## PROVIDED RECORDS
== Segment start ==
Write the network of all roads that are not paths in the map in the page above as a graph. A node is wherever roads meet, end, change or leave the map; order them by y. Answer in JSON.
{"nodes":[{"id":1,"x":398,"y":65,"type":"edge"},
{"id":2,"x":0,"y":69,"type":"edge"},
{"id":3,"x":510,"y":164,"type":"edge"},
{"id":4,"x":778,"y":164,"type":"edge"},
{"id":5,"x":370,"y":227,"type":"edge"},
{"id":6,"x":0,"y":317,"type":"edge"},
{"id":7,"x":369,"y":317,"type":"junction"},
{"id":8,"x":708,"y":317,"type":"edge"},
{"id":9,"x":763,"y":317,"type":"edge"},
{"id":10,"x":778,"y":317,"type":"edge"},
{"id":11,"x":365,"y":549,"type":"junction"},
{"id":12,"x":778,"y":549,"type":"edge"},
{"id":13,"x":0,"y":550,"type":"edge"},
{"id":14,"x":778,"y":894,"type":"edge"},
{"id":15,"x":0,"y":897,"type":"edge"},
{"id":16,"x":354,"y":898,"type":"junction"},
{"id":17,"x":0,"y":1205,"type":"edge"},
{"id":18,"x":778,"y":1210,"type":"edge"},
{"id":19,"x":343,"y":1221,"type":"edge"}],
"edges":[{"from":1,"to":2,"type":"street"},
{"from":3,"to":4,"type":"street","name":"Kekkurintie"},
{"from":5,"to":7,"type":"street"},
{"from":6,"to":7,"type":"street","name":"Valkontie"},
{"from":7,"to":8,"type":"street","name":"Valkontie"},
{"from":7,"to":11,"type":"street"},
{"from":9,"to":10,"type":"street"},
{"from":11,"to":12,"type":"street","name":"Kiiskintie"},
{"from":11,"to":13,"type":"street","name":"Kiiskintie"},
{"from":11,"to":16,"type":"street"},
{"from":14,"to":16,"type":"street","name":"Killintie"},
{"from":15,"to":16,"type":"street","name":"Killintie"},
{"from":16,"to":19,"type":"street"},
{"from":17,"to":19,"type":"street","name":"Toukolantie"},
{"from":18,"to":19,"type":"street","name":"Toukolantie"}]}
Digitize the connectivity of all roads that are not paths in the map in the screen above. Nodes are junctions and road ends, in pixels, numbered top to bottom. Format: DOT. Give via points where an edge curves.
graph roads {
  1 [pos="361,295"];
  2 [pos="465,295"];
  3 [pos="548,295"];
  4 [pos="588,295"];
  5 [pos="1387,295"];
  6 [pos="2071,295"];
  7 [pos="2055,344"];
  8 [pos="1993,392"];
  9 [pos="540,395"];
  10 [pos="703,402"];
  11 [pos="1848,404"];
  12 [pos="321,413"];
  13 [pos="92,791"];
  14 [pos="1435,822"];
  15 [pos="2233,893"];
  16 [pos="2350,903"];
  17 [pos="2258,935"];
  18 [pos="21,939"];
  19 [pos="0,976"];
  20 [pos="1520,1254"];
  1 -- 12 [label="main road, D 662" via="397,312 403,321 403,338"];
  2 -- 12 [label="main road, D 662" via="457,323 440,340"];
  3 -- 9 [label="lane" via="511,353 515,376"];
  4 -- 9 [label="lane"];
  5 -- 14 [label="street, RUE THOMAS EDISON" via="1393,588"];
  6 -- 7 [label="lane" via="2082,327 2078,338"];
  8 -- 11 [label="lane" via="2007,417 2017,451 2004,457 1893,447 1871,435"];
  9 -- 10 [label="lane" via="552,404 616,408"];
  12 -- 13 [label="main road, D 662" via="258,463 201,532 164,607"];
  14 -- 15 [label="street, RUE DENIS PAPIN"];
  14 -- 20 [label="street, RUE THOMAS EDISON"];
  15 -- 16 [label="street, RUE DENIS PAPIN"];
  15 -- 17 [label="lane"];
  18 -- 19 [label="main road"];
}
== Segment end ==
## ABOUT THIS EXERCISE
What is needed is an exact copy of all the data above.

## OUTPUT OF THE EXERCISE
Write the network of all roads that are not paths in the map in the page above as a graph. A node is wherever roads meet, end, change or leave the map; order them by y. Answer in JSON.
{"nodes":[{"id":1,"x":398,"y":65,"type":"edge"},
{"id":2,"x":0,"y":69,"type":"edge"},
{"id":3,"x":510,"y":164,"type":"edge"},
{"id":4,"x":778,"y":164,"type":"edge"},
{"id":5,"x":370,"y":227,"type":"edge"},
{"id":6,"x":0,"y":317,"type":"edge"},
{"id":7,"x":369,"y":317,"type":"junction"},
{"id":8,"x":708,"y":317,"type":"edge"},
{"id":9,"x":763,"y":317,"type":"edge"},
{"id":10,"x":778,"y":317,"type":"edge"},
{"id":11,"x":365,"y":549,"type":"junction"},
{"id":12,"x":778,"y":549,"type":"edge"},
{"id":13,"x":0,"y":550,"type":"edge"},
{"id":14,"x":778,"y":894,"type":"edge"},
{"id":15,"x":0,"y":897,"type":"edge"},
{"id":16,"x":354,"y":898,"type":"junction"},
{"id":17,"x":0,"y":1205,"type":"edge"},
{"id":18,"x":778,"y":1210,"type":"edge"},
{"id":19,"x":343,"y":1221,"type":"edge"}],
"edges":[{"from":1,"to":2,"type":"street"},
{"from":3,"to":4,"type":"street","name":"Kekkurintie"},
{"from":5,"to":7,"type":"street"},
{"from":6,"to":7,"type":"street","name":"Valkontie"},
{"from":7,"to":8,"type":"street","name":"Valkontie"},
{"from":7,"to":11,"type":"street"},
{"from":9,"to":10,"type":"street"},
{"from":11,"to":12,"type":"street","name":"Kiiskintie"},
{"from":11,"to":13,"type":"street","name":"Kiiskintie"},
{"from":11,"to":16,"type":"street"},
{"from":14,"to":16,"type":"street","name":"Killintie"},
{"from":15,"to":16,"type":"street","name":"Killintie"},
{"from":16,"to":19,"type":"street"},
{"from":17,"to":19,"type":"street","name":"Toukolantie"},
{"from":18,"to":19,"type":"street","name":"Toukolantie"}]}
Digitize the connectivity of all roads that are not paths in the map in the screen above. Nodes are junctions and road ends, in pixels, numbered top to bottom. Format: DOT. Give via points where an edge curves.
graph roads {
  1 [pos="361,295"];
  2 [pos="465,295"];
  3 [pos="548,295"];
  4 [pos="588,295"];
  5 [pos="1387,295"];
  6 [pos="2071,295"];
  7 [pos="2055,344"];
  8 [pos="1993,392"];
  9 [pos="540,395"];
  10 [pos="703,402"];
  11 [pos="1848,404"];
  12 [pos="321,413"];
  13 [pos="92,791"];
  14 [pos="1435,822"];
  15 [pos="2233,893"];
  16 [pos="2350,903"];
  17 [pos="2258,935"];
  18 [pos="21,939"];
  19 [pos="0,976"];
  20 [pos="1520,1254"];
  1 -- 12 [label="main road, D 662" via="397,312 403,321 403,338"];
  2 -- 12 [label="main road, D 662" via="457,323 440,340"];
  3 -- 9 [label="lane" via="511,353 515,376"];
  4 -- 9 [label="lane"];
  5 -- 14 [label="street, RUE THOMAS EDISON" via="1393,588"];
  6 -- 7 [label="lane" via="2082,327 2078,338"];
  8 -- 11 [label="lane" via="2007,417 2017,451 2004,457 1893,447 1871,435"];
  9 -- 10 [label="lane" via="552,404 616,408"];
  12 -- 13 [label="main road, D 662" via="258,463 201,532 164,607"];
  14 -- 15 [label="street, RUE DENIS PAPIN"];
  14 -- 20 [label="street, RUE THOMAS EDISON"];
  15 -- 16 [label="street, RUE DENIS PAPIN"];
  15 -- 17 [label="lane"];
  18 -- 19 [label="main road"];
}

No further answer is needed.